HOW TO COMPLETE THIS TASK ▸
An exact copy of all the data is required, with pictures left out.
------
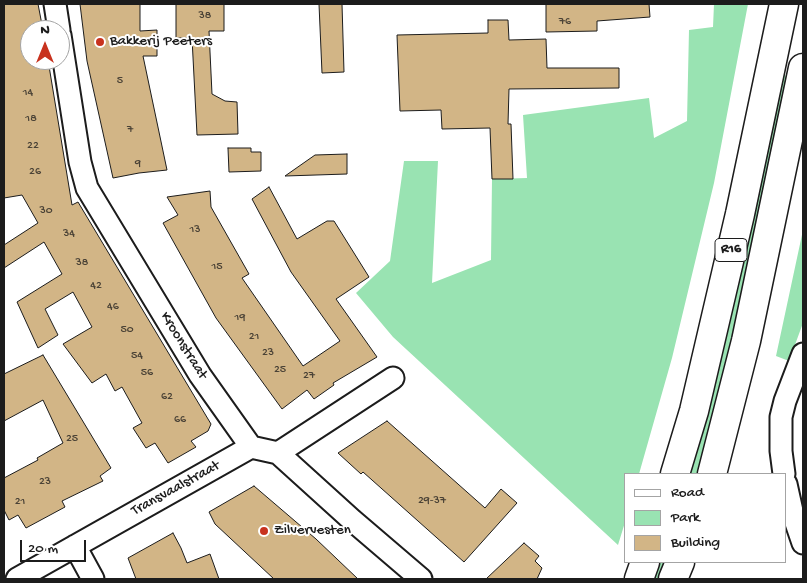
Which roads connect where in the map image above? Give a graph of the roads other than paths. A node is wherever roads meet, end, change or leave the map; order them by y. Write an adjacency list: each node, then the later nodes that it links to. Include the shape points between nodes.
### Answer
1 (55, 4): 3 (street)
2 (784, 4): 10 (main road, R16, via 740,214 694,410)
3 (57, 20)
4 (803, 68): 11 (main road, R16, via 746,341)
5 (66, 70): 8 (street, Kroonstraat, via 80,162 88,188 200,375)
6 (803, 354): 12 (street, via 781,417)
7 (393, 378): 9 (street)
8 (251, 447): 9 (street); 15 (street, Transvaalstraat)
9 (278, 453): 20 (street)
10 (675, 473)
11 (712, 473)
12 (784, 473)
13 (787, 488): 14 (street)
14 (803, 543)
15 (75, 546): 18 (street, Transvaalstraat); 19 (street)
16 (645, 563): 21 (main road)
17 (680, 563): 22 (main road)
18 (17, 579)
19 (93, 579)
20 (421, 579)
21 (639, 579)
22 (673, 579)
------
RESPONSE BELOW ▸
Which roads connect where in the map image above? Give a graph of the roads other than paths. A node is wherever roads meet, end, change or leave the map; order them by y. Write an adjacency list: each node, then the later nodes that it links to. Include the shape points between nodes.
### Answer
1 (55, 4): 3 (street)
2 (784, 4): 10 (main road, R16, via 740,214 694,410)
3 (57, 20)
4 (803, 68): 11 (main road, R16, via 746,341)
5 (66, 70): 8 (street, Kroonstraat, via 80,162 88,188 200,375)
6 (803, 354): 12 (street, via 781,417)
7 (393, 378): 9 (street)
8 (251, 447): 9 (street); 15 (street, Transvaalstraat)
9 (278, 453): 20 (street)
10 (675, 473)
11 (712, 473)
12 (784, 473)
13 (787, 488): 14 (street)
14 (803, 543)
15 (75, 546): 18 (street, Transvaalstraat); 19 (street)
16 (645, 563): 21 (main road)
17 (680, 563): 22 (main road)
18 (17, 579)
19 (93, 579)
20 (421, 579)
21 (639, 579)
22 (673, 579)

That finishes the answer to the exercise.